エデン・ガーデン ~終わりのない願い~

七島さなり

6

 商店街の人々の協力と迅速な対応により、斬り付けられた全員が無事助かった。


 それをトラスト軍の兵士から聞いたティエルは数時間ぶりに、はあ、っと深い嘆息を零す。


 あの後、ティエルは兵士に連れられてトラスト城の一室に案内された。それから数時間、事情聴取を受けた。


 そしてたった今、聴取をとっていた兵士とは別の兵がそう告げ、部屋の外へ去って行った。


「犯人の方は?」


 聴取から解放されていたティエルは目の前に座る兵士に尋ねる。兵士は静かに口を開いた。


「城に搬送した後、地下に安置致しました」


「そうか……」


 身元不明の遺体が集まる安置室を思い出してティエルは苦い顔をする。


「目的はなんだったんだろうな」


 軽い雑談のつもりでそう尋ねた。しかし返ってきたのは突き放すような言葉。


「不明なことが多く、我々も多くをお話しすることは出来ません。現在、被害者の方からもゆっくりではありますがお話を聞いております。ティエル様の証言と照らし合わせて今後の対策に活かして参ります。ご協力、ありがとうございました」


 それも予想の内だったため、特に何を感じたわけでもなくティエルは椅子から立ち上がった。そして思い切り体を伸ばす。


「ああ、俺も出来る限りの協力はさせてもらう」


「ありがとうございます」


 強面の兵士はすごすごと頭を下げると扉を開けてティエルに外に出るよう促す。


 ティエルは促されるままに外に出た。


 廊下に出ると窓から橙色の光が差し込んでいるのが見えた。


 もうすっかり日が暮れている。


「全く、今日も平和ですねって言いに来たはずなのになあ」


 だいぶ遅れてしまったが、今日の目的であるトラスト王国訪問は果たした。
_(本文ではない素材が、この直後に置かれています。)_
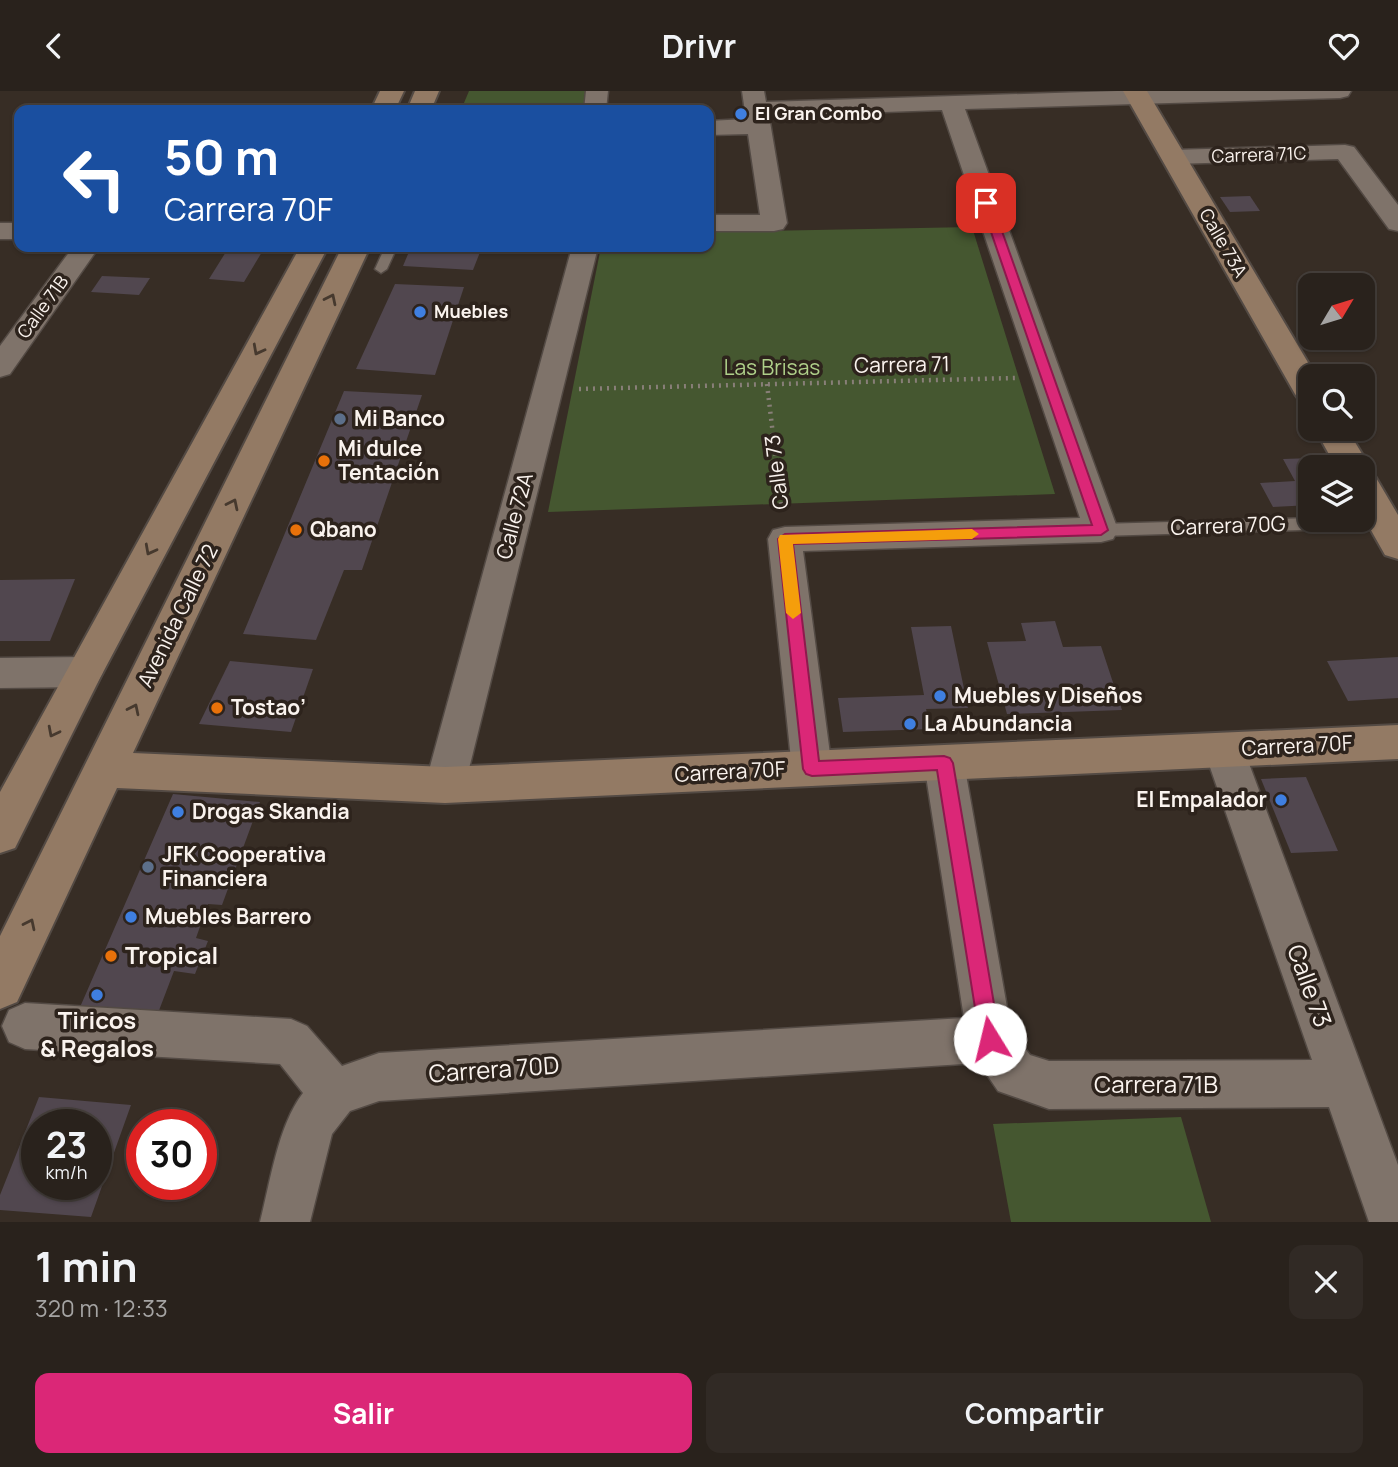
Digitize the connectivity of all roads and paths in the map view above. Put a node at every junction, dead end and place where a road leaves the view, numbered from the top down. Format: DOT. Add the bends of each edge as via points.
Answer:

しかし、その時と今とではだいぶ状況が変わってしまっていて、ティエルは小さく溜息を吐く。


「これで、終わると良いんだけどな」


 そう呟いてみるが、そんな気はまるでしなかった。


 これが始まりだとでも言われているような気がして、ティエルは思わず顔を伏せる。


 しかし、邪念を振り払うように思い切り首を横に振ると


「やることが終わったら考えよう」


 とわざわざ口に出して呟いた。


 それだけで先ほどの重たい気持ちが少し楽になったような気がしてくる。


「今日はとにかく、今日やることを」


 そうしてティエルはとある部屋に、本来ならもっと早い時間に訪れるはずだった場所に向けて歩き出す。
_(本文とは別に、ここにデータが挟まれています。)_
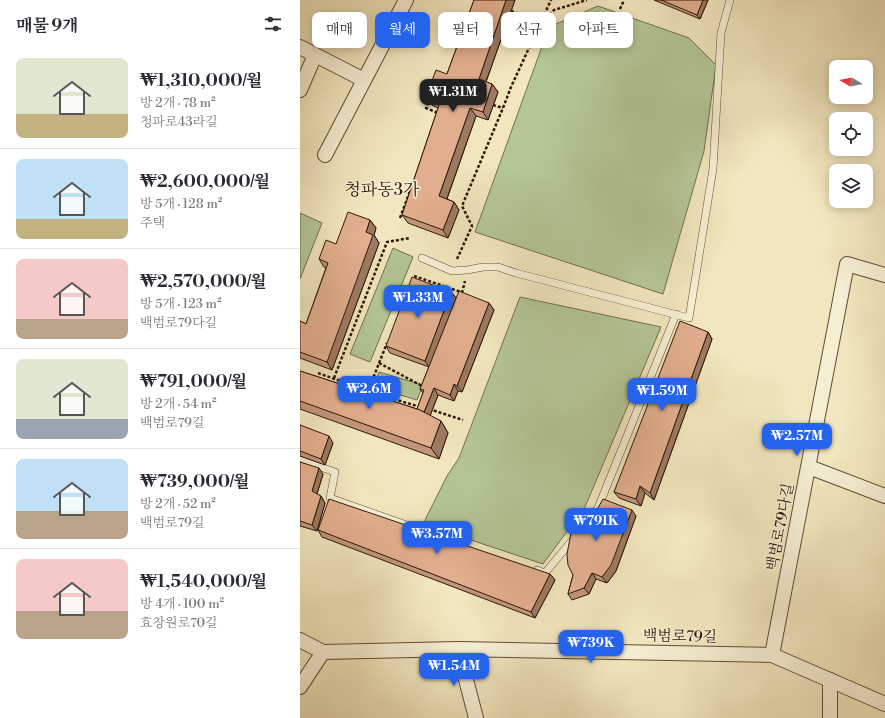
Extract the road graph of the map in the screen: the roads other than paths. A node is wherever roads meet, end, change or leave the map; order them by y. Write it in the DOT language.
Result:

 勝手知ったるとまではいかなくとも、何度も言ったことのある場所である以上は迷うはずもなく、ティエルは目的地にすぐにたどり着いた。


 白で統一された廊下の壁と同じ。真っ白な両開きのドアがどんと入口を塞ぐ部屋の前。


 ティエルは遠慮がちにドアをノックした。


「リン、俺だ」


 言うと同時に重そうな扉が物凄い勢いで開かれる。


 あまりの速さにティエルは数回瞬きをした。


「ティエル様っ」


 開かれた扉の先で、息を切らせた赤髪の令嬢が真っ赤な瞳を赤く腫らせて立っている。


 白と赤のドレスがその鮮やかな赤い髪によく映えていた。


 その赤髪は普段のように一つに結い上げられているわけではなく、真っ直ぐ下ろされている。動くたびに揺れる髪もまるでドレスのようだ。


 リン・トラスト。正式に決まっているわけではないが、事実上、ティエルの許嫁であるトラスト王国王女。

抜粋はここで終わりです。